Discuss the economic, social, and political significance of the Industrial Revolution.
The Industrial Revolution impacted not only Great Britain and Western Europe, but eventually the entire world. There were two basic waves of the Industrial Revolution. The first one focuses on the improvements in agriculture that lead to greater food production, factories, and machines that decreased the amount of manual labor that had to be done. However, the second wave of the Revolution focuses more on the emergence of mass society and social changes in the world, and the need for civil liberties and women's suffrage movements. The entire Industrial Revolution from the 1780's to the 1870's has dramatically affected the world that we live in today.

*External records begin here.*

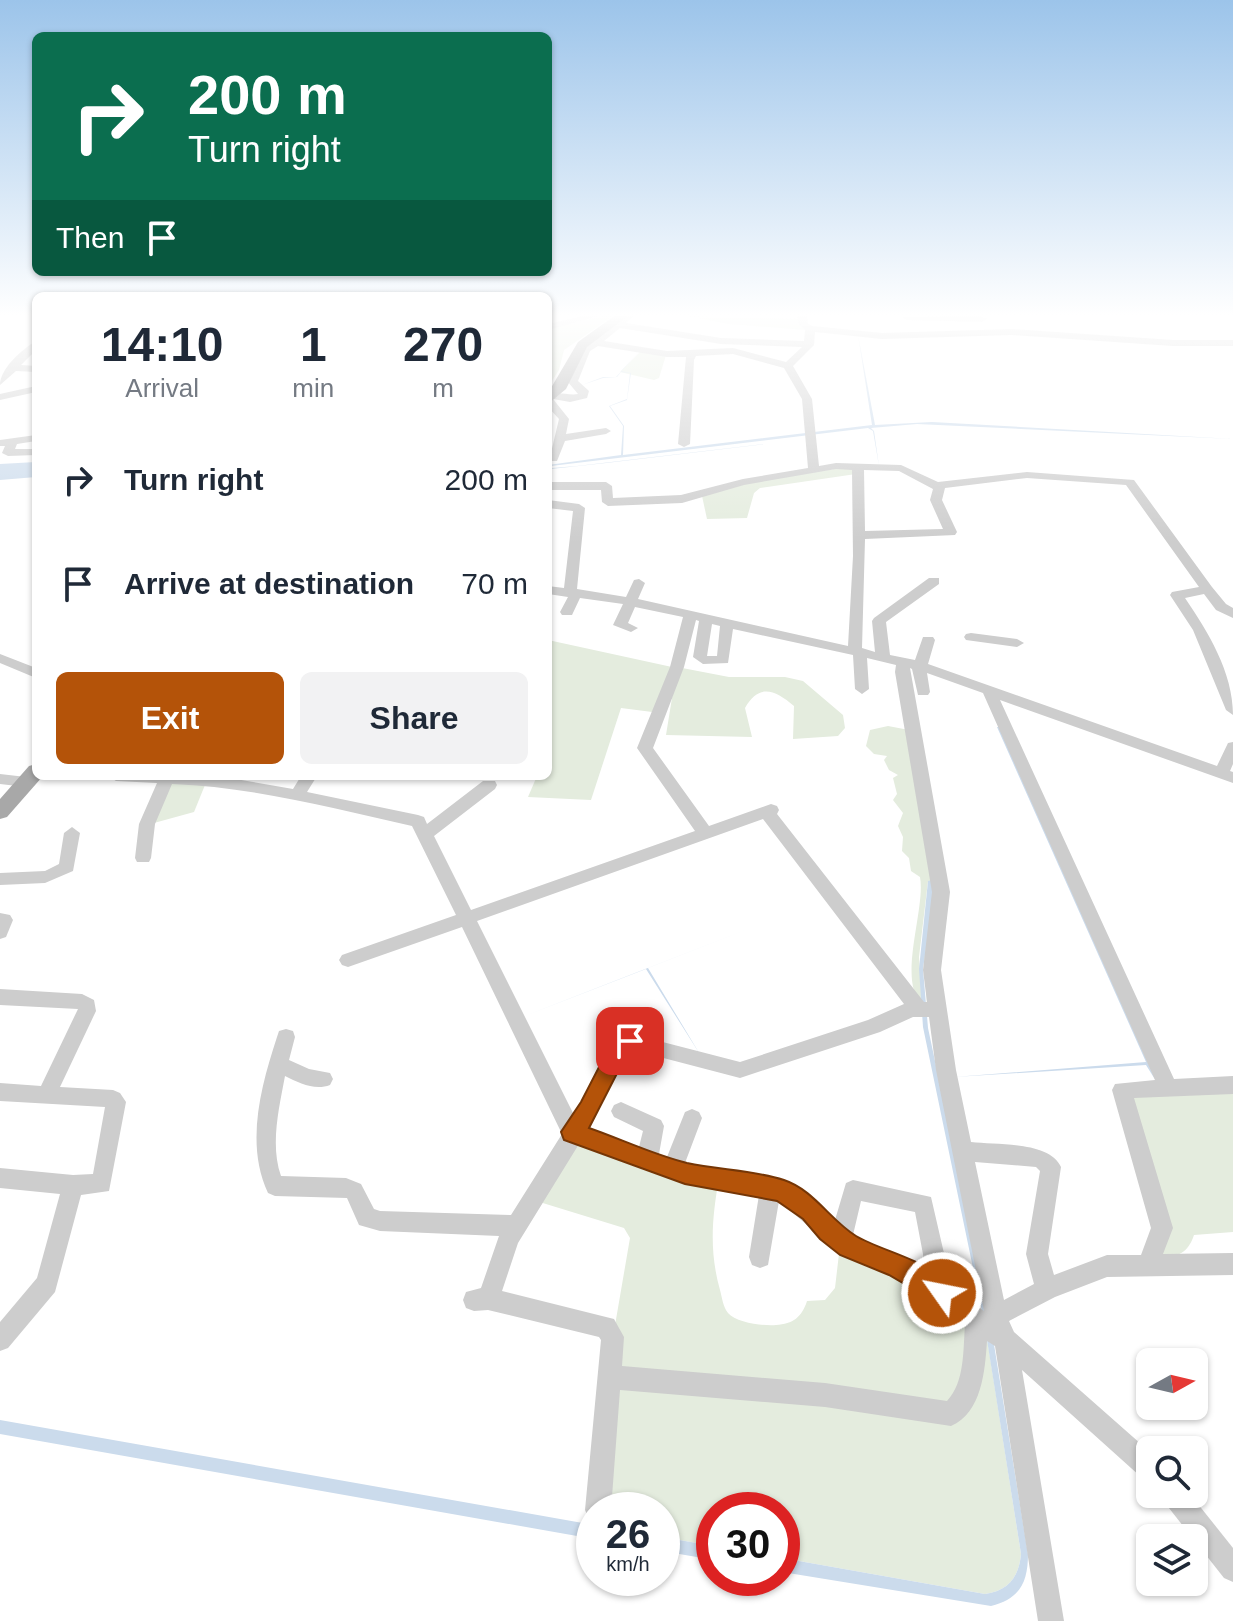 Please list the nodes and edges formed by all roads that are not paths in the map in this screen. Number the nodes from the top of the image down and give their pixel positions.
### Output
1 (24, 392) edge
2 (584, 392) edge
3 (688, 392) edge
4 (803, 392) edge
5 (0, 397) edge
6 (552, 398) edge
7 (552, 401) edge
8 (606, 431) dead end
9 (560, 438) junction
10 (32, 439) edge
11 (6, 442) edge
12 (684, 444) dead end
13 (32, 452) edge
14 (553, 459) dead end
15 (858, 467) junction
16 (814, 470) junction
17 (552, 486) edge
18 (937, 486) junction
19 (552, 505) edge
20 (859, 535) junction
21 (934, 581) dead end
22 (639, 583) dead end
23 (552, 590) edge
24 (1207, 590) junction
25 (573, 593) junction
26 (628, 601) junction
27 (567, 612) dead end
28 (1233, 614) edge
29 (698, 617) junction
30 (727, 624) junction
31 (631, 628) dead end
32 (971, 637) dead end
33 (928, 640) dead end
34 (1017, 643) dead end
35 (857, 651) junction
36 (0, 658) edge
37 (899, 661) junction
38 (32, 671) edge
39 (1227, 682) edge
40 (862, 689) dead end
41 (988, 689) junction
42 (923, 692) dead end
43 (1233, 710) edge
44 (1233, 747) edge
45 (1227, 776) edge
46 (31, 777) edge
47 (0, 779) edge
48 (166, 780) edge
49 (210, 780) edge
50 (306, 780) edge
51 (489, 785) dead end
52 (297, 795) junction
53 (0, 812) edge
54 (705, 832) junction
55 (72, 833) dead end
56 (425, 834) junction
57 (143, 858) dead end
58 (0, 879) edge
59 (466, 917) junction
60 (0, 920) edge
61 (0, 932) edge
62 (348, 960) dead end
63 (0, 997) edge
64 (928, 1009) junction
65 (286, 1037) dead end
66 (278, 1064) junction
67 (323, 1079) dead end
68 (1233, 1085) edge
69 (1168, 1088) junction
70 (0, 1092) edge
71 (47, 1094) junction
72 (621, 1111) dead end
73 (692, 1118) dead end
74 (572, 1132) junction
75 (963, 1151) junction
76 (647, 1160) junction
77 (672, 1169) junction
78 (0, 1178) edge
79 (73, 1185) junction
80 (771, 1187) junction
81 (516, 1226) junction
82 (841, 1240) junction
83 (760, 1257) dead end
84 (1149, 1264) junction
85 (1233, 1264) edge
86 (1047, 1289) junction
87 (942, 1293) junction
88 (994, 1328) junction
89 (0, 1340) edge
90 (609, 1377) junction
91 (1136, 1455) edge
92 (599, 1492) edge
93 (1185, 1508) edge
94 (1233, 1569) edge
95 (1051, 1621) edge

1 - 5 street
2 - 6 street
3 - 12 street
4 - 16 street
7 - 9 street
8 - 9 street
9 - 14 street
10 - 11 street
11 - 13 street
15 - 16 street
15 - 18 street
15 - 20 street
16 - 17 street
18 - 20 street
18 - 24 street
19 - 25 street
20 - 35 street
21 - 37 street
22 - 26 street
23 - 25 street
24 - 28 street
24 - 39 street
25 - 26 street
25 - 27 street
26 - 29 street
26 - 31 street
29 - 30 street
29 - 30 street
29 - 54 street
30 - 35 street
32 - 34 street
33 - 37 street
35 - 37 street
35 - 40 street
36 - 38 street
37 - 41 street
37 - 42 street
37 - 64 street
39 - 43 street
41 - 45 street
41 - 69 street
44 - 45 street
46 - 47 street
46 - 53 main road
48 - 57 street
49 - 52 street
50 - 52 street
51 - 56 street
52 - 56 street
54 - 59 street
54 - 64 street
55 - 58 street
56 - 59 street
59 - 62 street
59 - 74 street
60 - 61 street
63 - 71 street
64 - 74 street
64 - 75 street
65 - 66 street
66 - 67 street
66 - 81 street
68 - 69 street
69 - 84 street
70 - 71 street
71 - 79 street
72 - 76 street
73 - 77 street
74 - 76 street
74 - 81 street
75 - 86 street
75 - 88 street
76 - 77 street
77 - 80 street
78 - 79 street
79 - 89 street
80 - 82 street
80 - 83 street
81 - 90 street
82 - 87 street
82 - 87 street
84 - 85 street
84 - 86 street
86 - 88 street
87 - 88 street
88 - 90 street
88 - 91 street
88 - 95 street
90 - 92 street
93 - 94 street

The economic significance of the first Industrial Revolution is explained with the new emergence of factories and machines. The financial freedom of all families, from these job opportunities allowed them to purchase more manufactured goods, and the increase in population in the middle 18th century equaled a surplus of labor forces to man the machines and factories. With machines such as the flying shuttle that doubled the output of weaving, James Hargraeave's spinning jenny in 1798, and Edmund Cartwright's loom in 1787, the manufacturing of yarn, and weaving to became easier and more efficient. In 1782, James Watt invented the first steam powered engine, that could help run the factories, and allowed the factories to be built anywhere not just by a river or a body of water. With this invention, the production of cotton clothing was greatly increased.
Not only did the cotton industry benefit from the Industrial Revolution, but also Britain's iron industry was formed and perfected. Henry Cort developed the process paddling in 1780. This process involved coke, a derivative coal that burned away the impurities off of the iron, producing a better quality of iron.